> **Problem**:
The answer must be every line of the records below that contains the word "hand", copied out.

+++ Source records

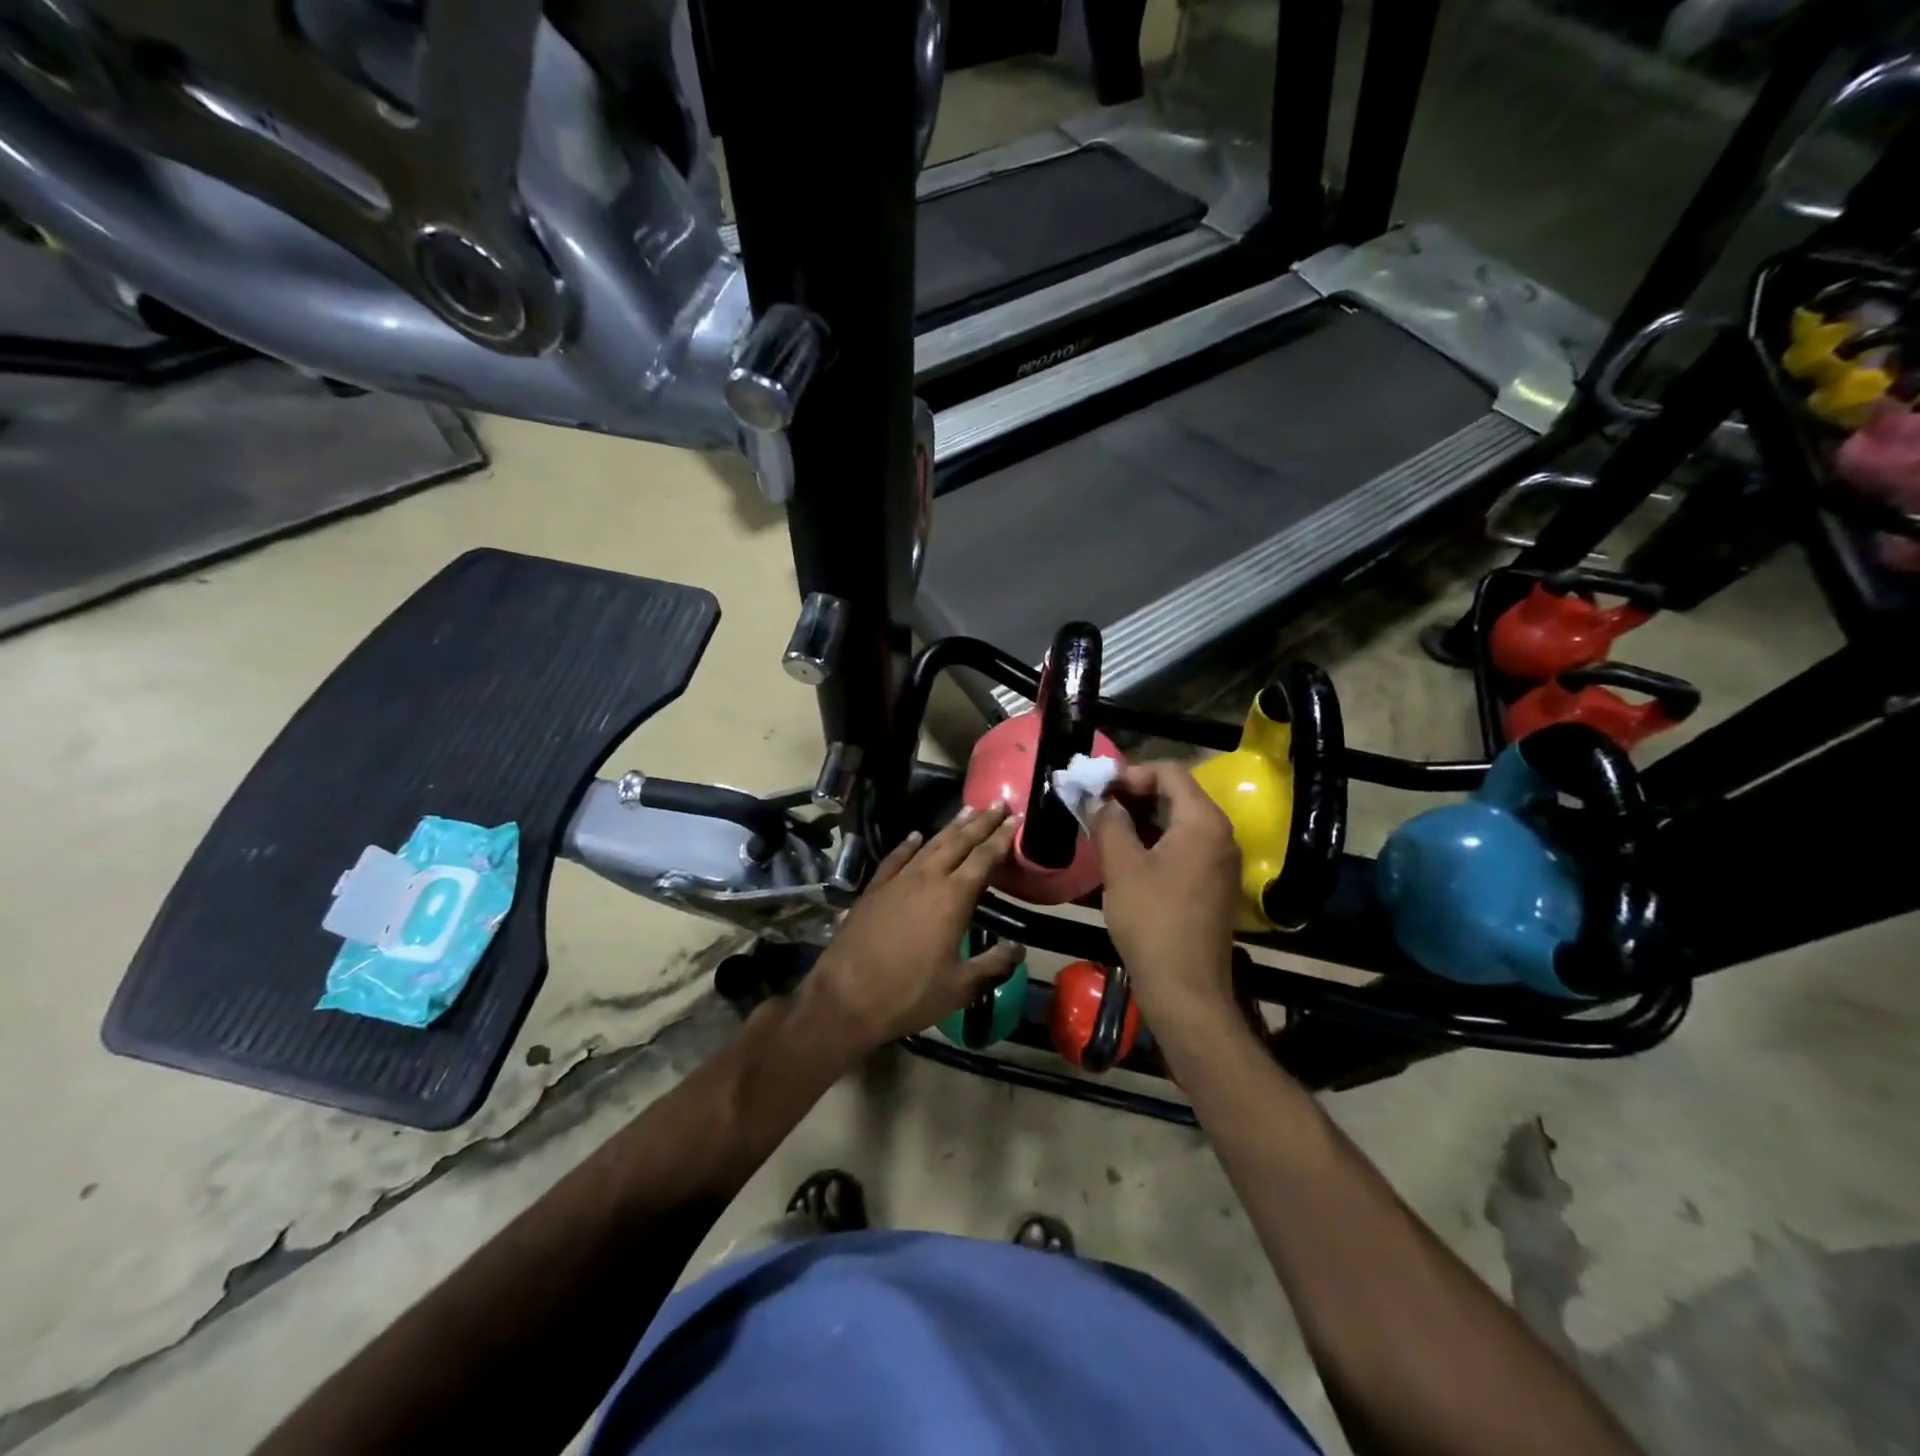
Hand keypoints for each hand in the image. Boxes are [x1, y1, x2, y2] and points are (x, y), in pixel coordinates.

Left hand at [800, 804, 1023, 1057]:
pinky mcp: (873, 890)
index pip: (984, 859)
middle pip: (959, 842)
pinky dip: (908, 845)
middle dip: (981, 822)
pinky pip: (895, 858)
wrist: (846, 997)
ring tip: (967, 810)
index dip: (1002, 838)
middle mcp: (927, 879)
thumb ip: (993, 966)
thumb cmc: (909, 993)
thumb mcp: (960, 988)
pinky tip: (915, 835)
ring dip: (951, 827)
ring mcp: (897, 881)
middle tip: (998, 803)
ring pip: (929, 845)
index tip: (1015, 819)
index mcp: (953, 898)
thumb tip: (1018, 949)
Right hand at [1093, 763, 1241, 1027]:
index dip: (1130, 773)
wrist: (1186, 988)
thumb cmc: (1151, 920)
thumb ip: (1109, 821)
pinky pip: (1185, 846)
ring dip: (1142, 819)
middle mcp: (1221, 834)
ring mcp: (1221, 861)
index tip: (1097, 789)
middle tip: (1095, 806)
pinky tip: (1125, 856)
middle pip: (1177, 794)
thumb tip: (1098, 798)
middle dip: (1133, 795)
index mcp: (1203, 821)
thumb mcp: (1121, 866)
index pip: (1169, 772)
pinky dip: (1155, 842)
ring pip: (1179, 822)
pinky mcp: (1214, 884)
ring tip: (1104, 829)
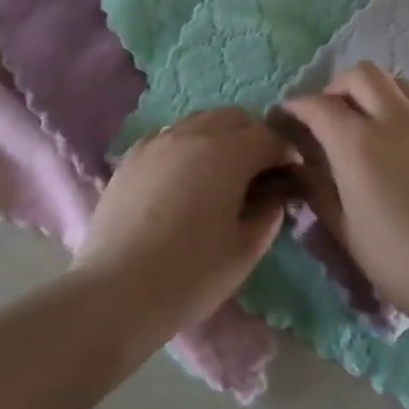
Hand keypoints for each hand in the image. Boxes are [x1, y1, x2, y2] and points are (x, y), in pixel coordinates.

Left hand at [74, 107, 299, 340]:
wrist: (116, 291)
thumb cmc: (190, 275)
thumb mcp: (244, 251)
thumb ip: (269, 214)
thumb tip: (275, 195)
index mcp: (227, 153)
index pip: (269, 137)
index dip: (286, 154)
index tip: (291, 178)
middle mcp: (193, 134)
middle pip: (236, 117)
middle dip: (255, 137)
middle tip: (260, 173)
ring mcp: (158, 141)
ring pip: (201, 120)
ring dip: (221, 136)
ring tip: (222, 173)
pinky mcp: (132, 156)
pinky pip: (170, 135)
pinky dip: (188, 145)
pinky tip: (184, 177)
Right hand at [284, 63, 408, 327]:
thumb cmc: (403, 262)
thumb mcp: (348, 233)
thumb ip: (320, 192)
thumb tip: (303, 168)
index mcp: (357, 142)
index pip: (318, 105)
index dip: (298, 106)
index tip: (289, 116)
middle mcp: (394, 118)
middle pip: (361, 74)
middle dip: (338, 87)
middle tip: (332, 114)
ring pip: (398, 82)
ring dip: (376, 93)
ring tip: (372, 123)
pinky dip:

++++++

> **Solution to the problem**:
Hand keypoints for each hand in the image. Boxes are [x1, y1, x2, y2] and points are (x, y), in pixel coordinates.
Left hand at [800, 804, 1023, 1057]:
Right hand at [1093, 763, 1241, 1027]:
Hand keypoints for each hand in the image. Boxes are [x1, y1, x2, y2] and points are (x, y), in pixel coordinates.
Left hand at [74, 107, 299, 340]:
Right hand at [284, 63, 408, 327]:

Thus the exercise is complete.